**What to work on**. Restate the entries below without a single change.

**** Given data ****

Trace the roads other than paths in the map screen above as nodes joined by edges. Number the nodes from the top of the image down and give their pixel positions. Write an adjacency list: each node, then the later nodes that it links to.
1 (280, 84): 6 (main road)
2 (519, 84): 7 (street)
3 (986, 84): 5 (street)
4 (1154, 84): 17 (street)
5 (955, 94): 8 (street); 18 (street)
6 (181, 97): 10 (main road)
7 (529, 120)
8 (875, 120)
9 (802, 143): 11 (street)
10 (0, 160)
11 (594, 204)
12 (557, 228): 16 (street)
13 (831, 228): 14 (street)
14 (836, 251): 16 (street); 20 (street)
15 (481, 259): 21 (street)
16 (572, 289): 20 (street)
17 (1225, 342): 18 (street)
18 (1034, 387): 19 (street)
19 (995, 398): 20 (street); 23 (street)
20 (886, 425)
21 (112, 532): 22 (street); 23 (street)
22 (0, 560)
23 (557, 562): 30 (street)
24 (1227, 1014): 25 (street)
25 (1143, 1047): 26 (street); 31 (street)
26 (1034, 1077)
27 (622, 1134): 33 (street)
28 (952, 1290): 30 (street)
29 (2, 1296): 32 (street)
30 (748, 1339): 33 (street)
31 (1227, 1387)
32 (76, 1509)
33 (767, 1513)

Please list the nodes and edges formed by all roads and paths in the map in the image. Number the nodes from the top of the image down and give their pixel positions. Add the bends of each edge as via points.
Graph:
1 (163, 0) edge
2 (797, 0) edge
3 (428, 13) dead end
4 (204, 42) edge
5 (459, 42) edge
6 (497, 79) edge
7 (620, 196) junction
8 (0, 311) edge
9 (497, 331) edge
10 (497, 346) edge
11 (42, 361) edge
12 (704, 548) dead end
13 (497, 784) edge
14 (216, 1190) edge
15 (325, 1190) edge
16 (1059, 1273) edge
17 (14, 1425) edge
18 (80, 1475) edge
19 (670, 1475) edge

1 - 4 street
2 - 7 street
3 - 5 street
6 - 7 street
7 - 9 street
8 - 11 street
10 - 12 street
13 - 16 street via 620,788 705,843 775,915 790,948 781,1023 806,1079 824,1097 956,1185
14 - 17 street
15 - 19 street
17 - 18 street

****

**Answer to this problem**.
Trace the roads other than paths in the map screen above as nodes joined by edges. Number the nodes from the top of the image down and give their pixel positions. Write an adjacency list: each node, then the later nodes that it links to.
1 (280, 84): 6 (main road)
2 (519, 84): 7 (street)
3 (986, 84): 5 (street)
4 (1154, 84): 17 (street)
5 (955, 94): 8 (street); 18 (street)
6 (181, 97): 10 (main road)
7 (529, 120)
8 (875, 120)
9 (802, 143): 11 (street)
10 (0, 160)
11 (594, 204)
12 (557, 228): 16 (street)
13 (831, 228): 14 (street)
14 (836, 251): 16 (street); 20 (street)
15 (481, 259): 21 (street)
16 (572, 289): 20 (street)
17 (1225, 342): 18 (street)
18 (1034, 387): 19 (street)
19 (995, 398): 20 (street); 23 (street)
20 (886, 425)
21 (112, 532): 22 (street); 23 (street)
22 (0, 560)
23 (557, 562): 30 (street)
24 (1227, 1014): 25 (street)
25 (1143, 1047): 26 (street); 31 (street)
26 (1034, 1077)
27 (622, 1134): 33 (street)
28 (952, 1290): 30 (street)
29 (2, 1296): 32 (street)
30 (748, 1339): 33 (street)
31 (1227, 1387)
32 (76, 1509)
33 (767, 1513)

Please list the nodes and edges formed by all roads and paths in the map in the image. Number the nodes from the top of the image down and give their pixel positions. Add the bends of each edge as via points.
Graph:
1 (163, 0) edge
2 (797, 0) edge
3 (428, 13) dead end
4 (204, 42) edge
5 (459, 42) edge
6 (497, 79) edge
7 (620, 196) junction
8 (0, 311) edge
9 (497, 331) edge
10 (497, 346) edge
11 (42, 361) edge
12 (704, 548) dead end
13 (497, 784) edge
14 (216, 1190) edge
15 (325, 1190) edge
16 (1059, 1273) edge
17 (14, 1425) edge
18 (80, 1475) edge
19 (670, 1475) edge

1 - 4 street
2 - 7 street
3 - 5 street
6 - 7 street
7 - 9 street
8 - 11 street
10 - 12 street
13 - 16 street via 620,788 705,843 775,915 790,948 781,1023 806,1079 824,1097 956,1185
14 - 17 street
15 - 19 street
17 - 18 street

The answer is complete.